No Uruguai, o sistema tributário funciona mais parecido com o modelo europeu. Lojistas se cadastram em um programa do governo que disponibiliza o cashback a consumidores. Além disso, o governo aprovou a desoneração total do IVA para faixas de população de baixa renda e para quem gasta até 2 mil pesos uruguaios usando o cartão do Banco de Previdência Social do Uruguai (BPS Prestaciones).

“O Uruguai devolve o valor total do IVA deles, mas tem limites de até pouco mais de US$ 50 dólares, algo em torno de R$ 250”, afirma Francelino das Chagas, presidente do Fenafisco (Federação Nacional do Fisco Estadual e Distrital).

Canadá

O Canadá vem sendo utilizado também como exemplo de um modelo de cashback para o novo sistema tributário sobre bens e serviços no Brasil. Lá, a devolutiva do IVA é em valores fixos que variam de acordo com uma alíquota regional, mais parecida com a futura função do IBS no Brasil.

O governo não distingue o contribuinte que pode acessar o benefício pela renda. O padrão para canadenses é a devolução de $ 467 (dólares canadenses). Mas existe um adicional para quem está casado, de $ 601, e $ 161 para cada filho menor de 19 anos.

“É um valor significativo, mas que acompanha a renda média do país, bem mais elevada que a nossa”, diz Chagas.

A reforma tributária pode aprender com cashback no exterior?

A maioria dos países que usa o sistema de cashback no mundo são vizinhos do Brasil. Isso porque, como salienta o presidente do Fenafisco, a finalidade do programa de reembolso é turbinar o poder de consumo dos mais pobres, especialmente com bens essenciais, como alimentos.

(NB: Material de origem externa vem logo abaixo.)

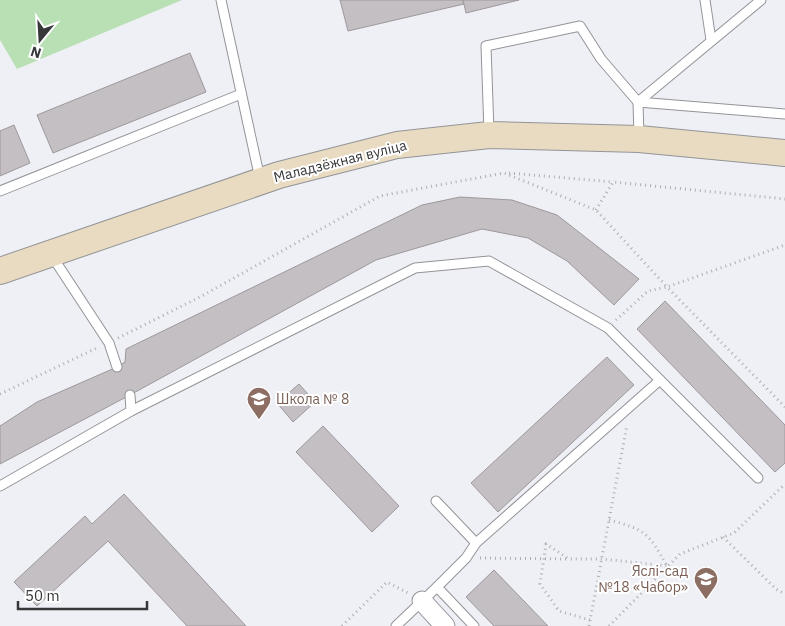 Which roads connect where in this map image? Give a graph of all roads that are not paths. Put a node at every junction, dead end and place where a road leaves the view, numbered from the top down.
1 (221, 0) edge
2 (705, 0) edge
3 (761, 0) edge
4 (711, 40) junction
5 (241, 94) junction
6 (638, 102) junction
7 (785, 114) edge
8 (489, 135) junction
9 (639, 139) junction
10 (785, 153) edge
11 (261, 181) junction
12 (0, 191) edge
13 (51, 254) junction
14 (0, 271) edge
15 (117, 367) dead end
16 (660, 380) junction
17 (130, 395) dead end
18 (131, 411) junction
19 (758, 478) dead end
20 (0, 486) edge
21 (436, 501) dead end
22 (476, 543) junction
23 (437, 587) junction
24 (422, 600) junction
25 (396, 626) edge
26 (445, 626) edge
27 (474, 626) edge

1 - 5 lane
2 - 4 lane
3 - 4 lane
4 - 6 lane
5 - 11 lane
5 - 12 lane
6 - 7 lane
6 - 8 lane
6 - 9 lane
8 - 9 street, Маладзёжная вуліца
8 - 11 street, Маладзёжная вуліца
9 - 10 street, Маладзёжная вуліца
11 - 13 street, Маладзёжная вуліца
13 - 14 street, Маладзёжная вуліца
13 - 15 lane
16 - 18 lane
16 - 19 lane
16 - 22 lane
17 - 18 lane
18 - 20 lane
21 - 22 lane
22 - 23 lane
23 - 24 lane
23 - 27 lane
24 - 25 lane
24 - 26 street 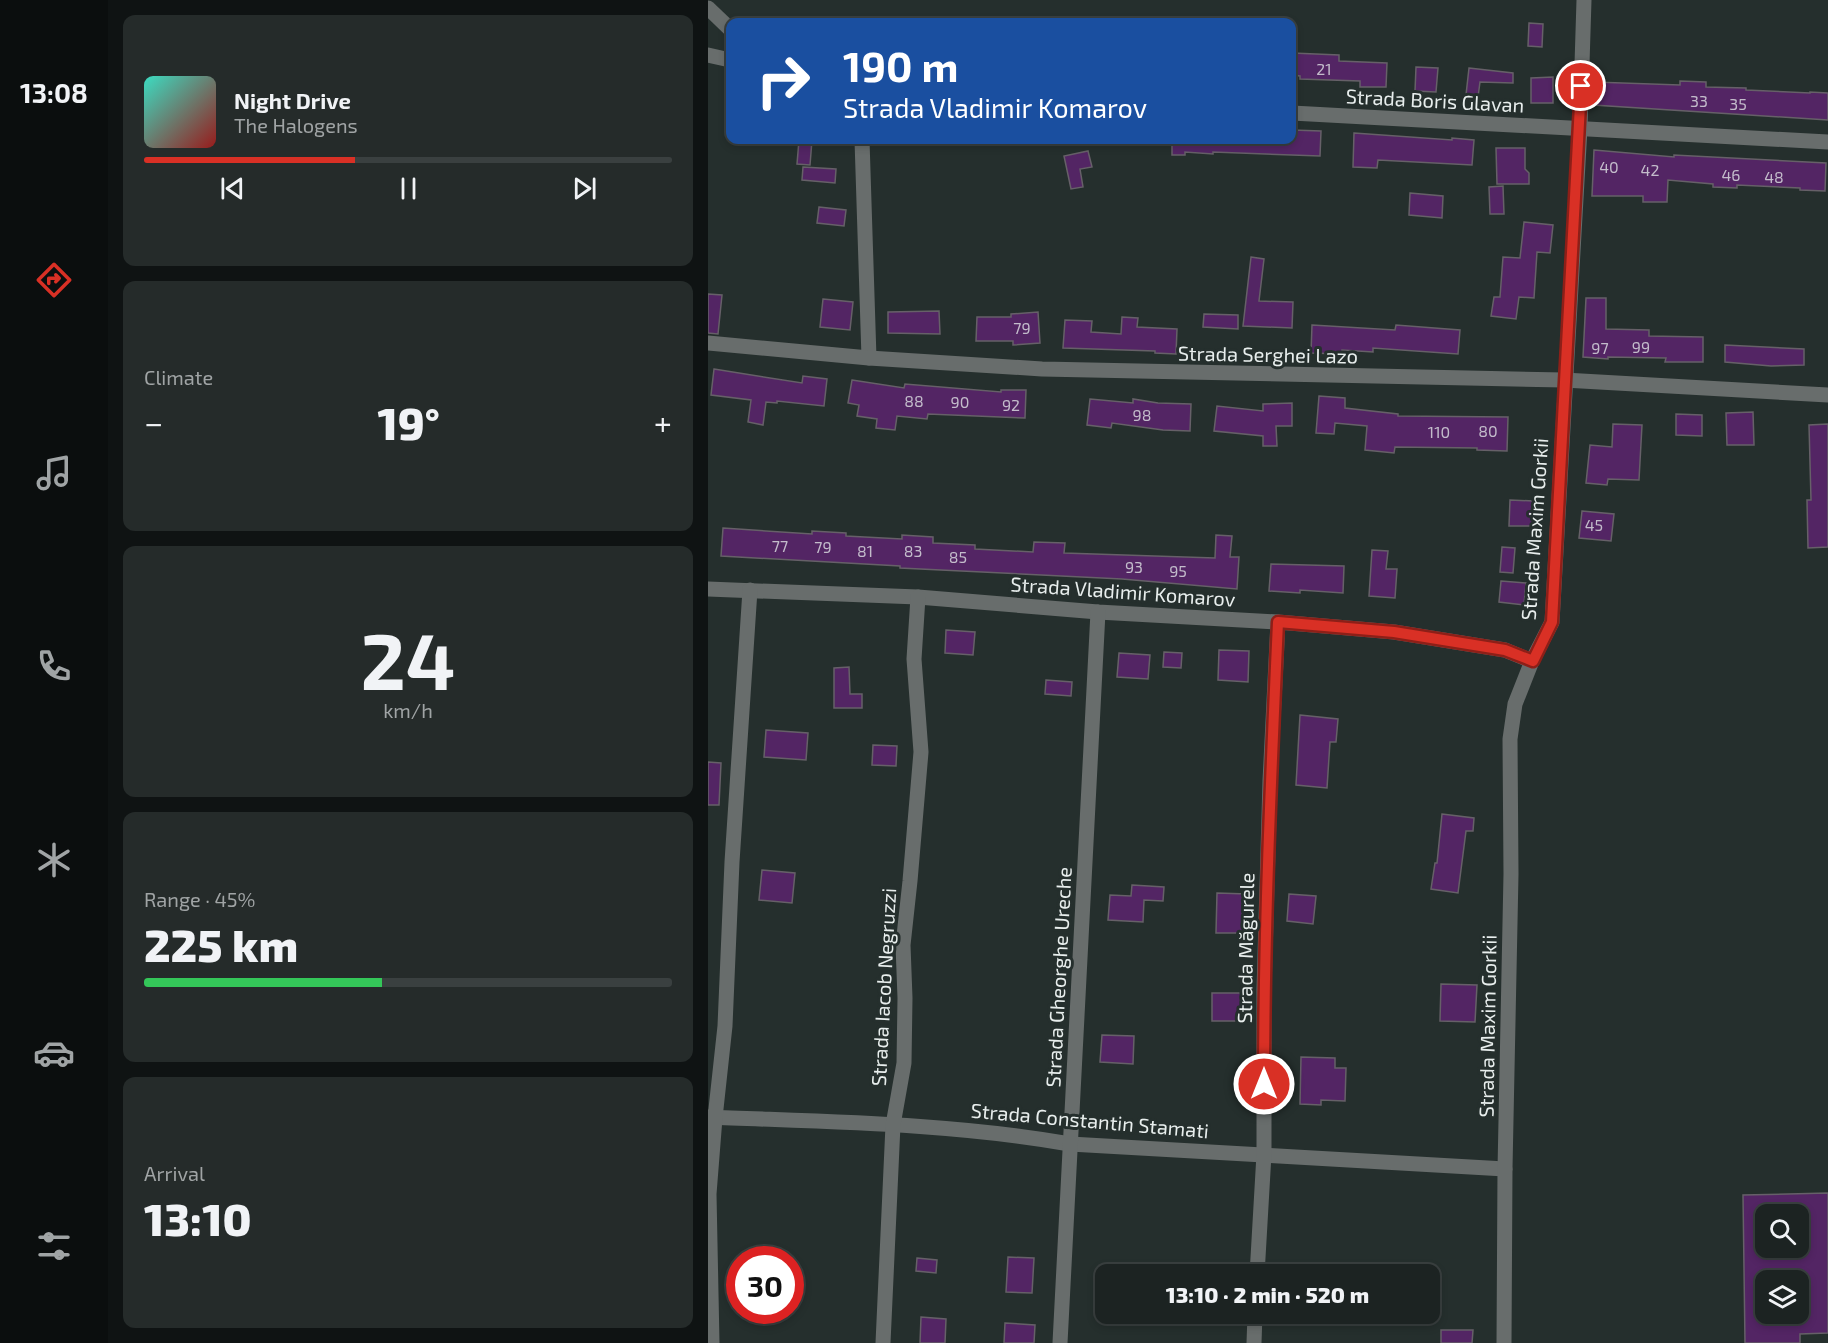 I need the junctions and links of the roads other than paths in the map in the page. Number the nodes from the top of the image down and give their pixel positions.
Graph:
1 (1584, 0) edge
2 (708, 8) edge
3 (726, 25) edge
4 (708, 55) edge
5 (726, 59) edge
6 (1296, 113) edge
7 (1580, 128) junction
8 (1828, 142) edge
9 (862, 144) edge
10 (708, 343) edge
11 (869, 358) junction
12 (1564, 380) junction
13 (1828, 395) edge
14 (708, 589) edge
15 (750, 590) junction
16 (918, 597) junction
17 (1098, 612) junction
18 (1278, 622) junction
19 (1533, 661) junction
20 (711, 1118) edge
21 (893, 1125) junction
22 (1070, 1144) junction
23 (1264, 1154) junction
24 (1505, 1169) junction
25 (1258, 1264) edge
26 (1255, 1324) edge
27 (712, 1343) edge
28 (883, 1343) edge
29 (1060, 1343) edge
30 (1254, 1343) edge
31 (1504, 1343) edge

1 - 7 street, Strada Maxim Gorkii
2 - 3 street
4 - 5 street
6 - 7 street, Strada Boris Glavan
7 - 8 street, Strada Boris Glavan
7 - 12 street, Strada Maxim Gorkii
9 - 11 street
10 - 11 street, Strada Serghei Lazo
11 - 12 street, Strada Serghei Lazo
12 - 13 street, Strada Serghei Lazo
12 - 19 street, Strada Maxim Gorkii
14 - 15 street, Strada Vladimir Komarov
15 - 16 street, Strada Vladimir Komarov
15 - 20 street
16 - 17 street, Strada Vladimir Komarov
16 - 21 street, Strada Iacob Negruzzi
17 - 18 street, Strada Vladimir Komarov
17 - 22 street, Strada Gheorghe Ureche
18 - 19 street, Strada Vladimir Komarov
18 - 23 street, Strada Măgurele
19 - 24 street, Strada Maxim Gorkii
20 - 21 street, Strada Constantin Stamati
20 - 27 street
21 - 22 street, Strada Constantin Stamati
21 - 28 street, Strada Iacob Negruzzi
22 - 23 street, Strada Constantin Stamati
22 - 29 street, Strada Gheorghe Ureche
23 - 24 street, Strada Constantin Stamati
23 - 25 street, Strada Măgurele
24 - 31 street, Strada Maxim Gorkii
26 - 30 street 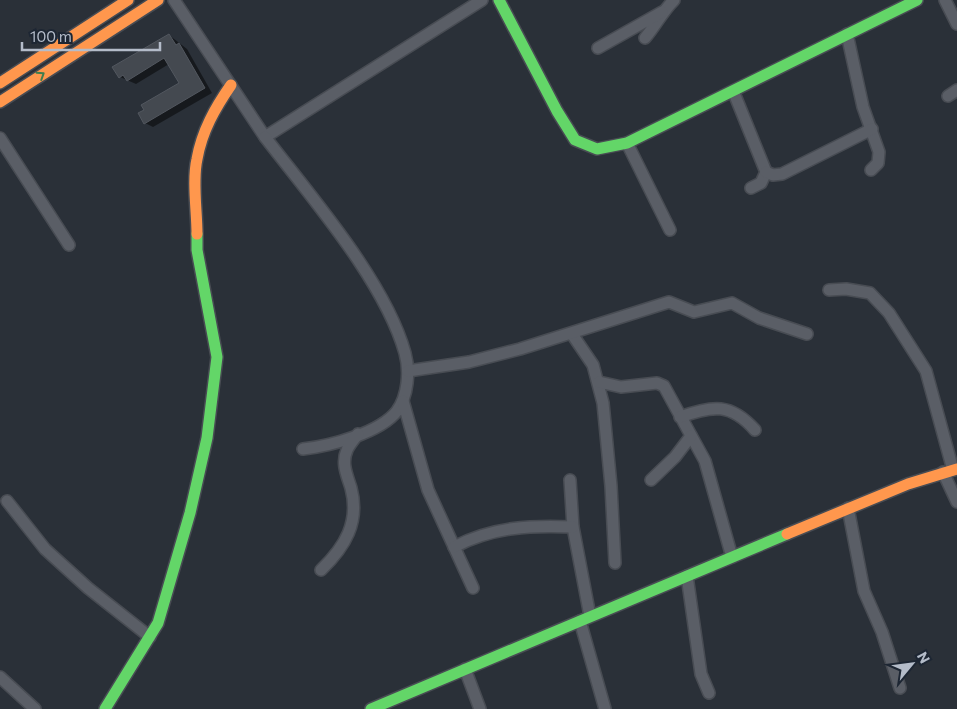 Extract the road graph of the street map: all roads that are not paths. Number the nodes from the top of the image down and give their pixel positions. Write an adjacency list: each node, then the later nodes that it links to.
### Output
1 (128, 0): 14 (main road)
2 (158, 0): 17 (main road, one-way to 2)
3 (174, 0): 15 (street)
4 (482, 0): 19 (street)
5 (499, 0): 21 (main road)
6 (674, 0): 9 (street)
7 (917, 0): 11 (main road)
8 (945, 0): 10 (street)
9 (662, 12): 12 (street); 13 (street)
10 (957, 24)
11 (847, 34): 16 (main road); 18 (street)
12 (645, 38)
13 (598, 48)
14 (0, 83)
15 (231, 86): 19 (street); 52 (main road)
16 (734, 92): 21 (main road); 23 (street)
17 (0, 102)
18 (872, 129): 22 (street); 23 (street)
19 (265, 137): 30 (street)
20 (0, 138): 26 (street)
21 (626, 143): 25 (street)
22 (871, 170)
23 (766, 172): 24 (street)
24 (751, 188)
25 (670, 230)
26 (68, 245)
27 (829, 290): 38 (street)
28 (572, 334): 29 (street); 30 (street); 31 (street)
29 (807, 334)
30 (408, 372): 32 (street)
31 (598, 382): 33 (street); 47 (street)
32 (403, 401): 35 (street); 45 (street)
33 (680, 417): 34 (street); 36 (street)
34 (756, 430)
35 (358, 434): 37 (street); 48 (street)
36 (691, 436): 40 (street); 46 (street)
37 (303, 449)
38 (951, 470): 42 (street); 43 (main road)
39 (570, 480): 44 (street)
40 (651, 480)
41 (7, 501): 52 (street)
42 (957, 502)
43 (848, 508): 46 (main road); 55 (street)
44 (572, 527): 45 (street); 51 (street)
45 (454, 547): 50 (street)
46 (732, 557): 49 (main road)
47 (615, 563)
48 (321, 570)
49 (687, 576): 51 (main road); 56 (street)
50 (473, 588)
51 (585, 618): 53 (main road); 61 (street)
52 (150, 637): 58 (main road)
53 (465, 669): 59 (main road); 60 (street)
54 (0, 677): 57 (street)
55 (900, 688)
56 (709, 693)
57 (35, 709)
58 (105, 709)
59 (371, 709)
60 (480, 709)
61 (605, 709)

Por outro lado, a isenção de impostos sobre a cesta básica é uma “pedra no sapato” do cashback no Brasil. “Itens de higiene e alimentação da cesta básica deveriam ter retorno de 100% sobre o valor do imposto. Zerar a alíquota da cesta beneficia, sobretudo, os mais ricos e inibe o efeito do cashback”, diz.

Para Queli Morais, da BDO, o país poderia aprender a como usar o cashback também com países europeus. Em Portugal, por exemplo, ela diz que o governo aprovou o acúmulo do IVA para os setores de alojamento, cultura e restauração. Esse dinheiro é reinvestido nas mesmas atividades.

“O Brasil pode utilizar o imposto recolhido por determinados segmentos para fomentar o seu desenvolvimento e melhoria”, afirma.

Além disso, os especialistas dizem que a melhor forma de restituir o imposto na terra do Pix é pela conta bancária. “Sempre que possível – mediante controles e dados de documentos fiscais – ressarcir o imposto diretamente ao consumidor final adquirente”, diz a sócia de Tax da BDO.

Uma forma de realizar a checagem de dados seria, por exemplo, pelo CPF. O governo pode envolver o Cadastro Único (CadÚnico) como forma de distribuir o cashback.

Na Bolívia, o governo atingiu o objetivo de implementar o cashback e atingir níveis de resgate aceitáveis. “No fim, é mais dinheiro para pessoas pobres”, diz Mauricio Viscarra. O especialista, contudo, afirma que a alta informalidade inibiu os impactos positivos da medida – o que pode se repetir no Brasil.

Entre a alíquota do IVA e o cashback para a baixa renda, o governo boliviano recolhe 8%. “A mais valiosa lição para o Brasil é o spread entre a alíquota definitiva e o retorno. Ele deve ser o suficiente para o país”

“O Brasil é um dos países mais bancarizados e tem tecnologia própria. Tem como fazer a distribuição pelo Pix por exemplo, e é possível.”